• Available records
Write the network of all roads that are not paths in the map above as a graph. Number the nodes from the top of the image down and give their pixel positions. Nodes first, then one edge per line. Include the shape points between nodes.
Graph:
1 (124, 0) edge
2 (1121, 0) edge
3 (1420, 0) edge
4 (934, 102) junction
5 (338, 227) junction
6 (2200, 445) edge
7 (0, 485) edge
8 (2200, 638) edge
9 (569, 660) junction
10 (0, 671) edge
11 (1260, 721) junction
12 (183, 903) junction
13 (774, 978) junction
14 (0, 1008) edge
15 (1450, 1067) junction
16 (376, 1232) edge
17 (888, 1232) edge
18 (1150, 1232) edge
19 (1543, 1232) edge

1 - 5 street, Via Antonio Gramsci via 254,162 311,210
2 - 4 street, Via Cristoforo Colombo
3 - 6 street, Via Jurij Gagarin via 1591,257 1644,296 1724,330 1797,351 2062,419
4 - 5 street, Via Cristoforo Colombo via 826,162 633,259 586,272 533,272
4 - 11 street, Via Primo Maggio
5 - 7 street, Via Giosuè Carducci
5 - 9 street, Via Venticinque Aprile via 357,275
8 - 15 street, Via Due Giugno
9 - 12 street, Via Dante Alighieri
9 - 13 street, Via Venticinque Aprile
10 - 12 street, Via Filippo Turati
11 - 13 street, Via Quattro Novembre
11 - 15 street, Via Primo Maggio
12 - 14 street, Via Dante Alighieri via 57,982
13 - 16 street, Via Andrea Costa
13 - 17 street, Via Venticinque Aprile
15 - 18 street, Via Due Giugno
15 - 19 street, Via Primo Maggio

• Work instructions
Once you have read the entries, write them all out again exactly.

• Problem solution
Write the network of all roads that are not paths in the map above as a graph. Number the nodes from the top of the image down and give their pixel positions. Nodes first, then one edge per line. Include the shape points between nodes.
Graph:
1 (124, 0) edge
2 (1121, 0) edge
3 (1420, 0) edge
4 (934, 102) junction
5 (338, 227) junction
6 (2200, 445) edge
7 (0, 485) edge
8 (2200, 638) edge
9 (569, 660) junction
10 (0, 671) edge
11 (1260, 721) junction
12 (183, 903) junction
13 (774, 978) junction
14 (0, 1008) edge
15 (1450, 1067) junction
16 (376, 1232) edge
17 (888, 1232) edge
18 (1150, 1232) edge
19 (1543, 1232) edge

1 - 5 street, Via Antonio Gramsci via 254,162 311,210
2 - 4 street, Via Cristoforo Colombo
3 - 6 street, Via Jurij Gagarin via 1591,257 1644,296 1724,330 1797,351 2062,419
4 - 5 street, Via Cristoforo Colombo via 826,162 633,259 586,272 533,272
4 - 11 street, Via Primo Maggio
5 - 7 street, Via Giosuè Carducci
5 - 9 street, Via Venticinque Aprile via 357,275
8 - 15 street, Via Due Giugno
9 - 12 street, Via Dante Alighieri
9 - 13 street, Via Venticinque Aprile
10 - 12 street, Via Filippo Turati
11 - 13 street, Via Quattro Novembre
11 - 15 street, Via Primo Maggio
12 - 14 street, Via Dante Alighieri via 57,982
13 - 16 street, Via Andrea Costa
13 - 17 street, Via Venticinque Aprile
15 - 18 street, Via Due Giugno
15 - 19 street, Via Primo Maggio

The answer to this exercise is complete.